So glad you got S to open up and examine his emotions, and you two seem to be getting in the habit of talking things over asap instead of him holding things in until they can't help but erupt in hurtful confusing ways! I hope this continues, I hope you two get more time together soon, and I hope you increase your sex and kissing to increase the warm bonding hormones a good relationship should have.

I had a thought about the actual poly bit though, when I read your OP. You say S wants you to get a lover, but he doesn't want one for himself. You don't say WHY he wants you to get a lover. You didn't seem to want one, and have just gone along with it to please S.

However, now you've gotten accustomed to it, and have had some enjoyable experiences with a few men.

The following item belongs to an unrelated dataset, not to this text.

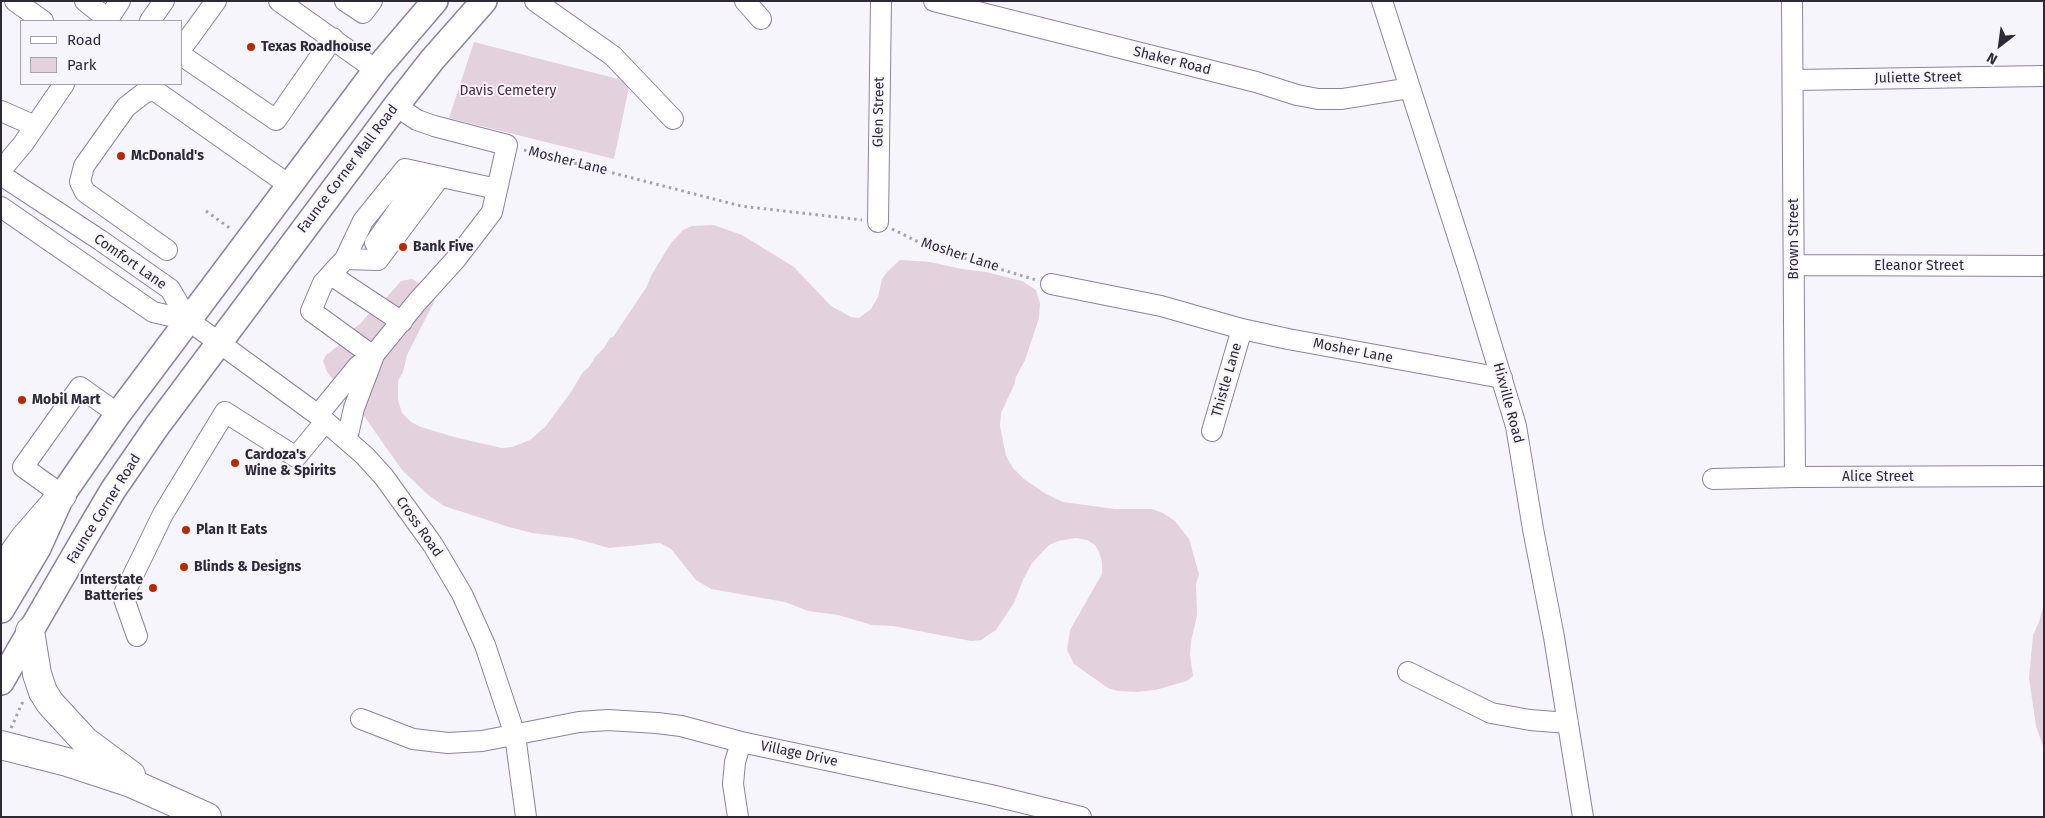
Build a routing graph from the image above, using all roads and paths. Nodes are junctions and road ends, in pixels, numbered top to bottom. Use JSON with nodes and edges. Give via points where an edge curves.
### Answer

I get the feeling S has a desire to feel cuckolded. The idea of another guy fucking his wife makes him turned-on, yes? However, I also get the feeling he feels threatened when it actually happens, especially because you need a guy you really like, before sexing him, whereas what S wanted was just for you to have a FB, sex alone.

Now, it's normal for guys to get off on the idea of their female partners getting fucked by another guy. (Read the great book Sex at Dawn if you don't believe me. It discusses the polyamorous or promiscuous behaviors of our hunter-gatherer ancestors.) But it's also normal for people to feel threatened when their partner actually develops strong feelings for another partner. Jealousy and fear of loss develops. This is so common. New Relationship Energy can overwhelm the new lovers and make the primary feel quite neglected.

So. You say you and S haven't had much sex lately. Is it possible however, that when you are on a date, and having sex with someone else, S is masturbating to the idea? Many men get all turned on by something, but once they cum, they are then disgusted at the fantasy (or even a real person, if they were actually fucking) that turned them on seconds ago... That's a guy thing.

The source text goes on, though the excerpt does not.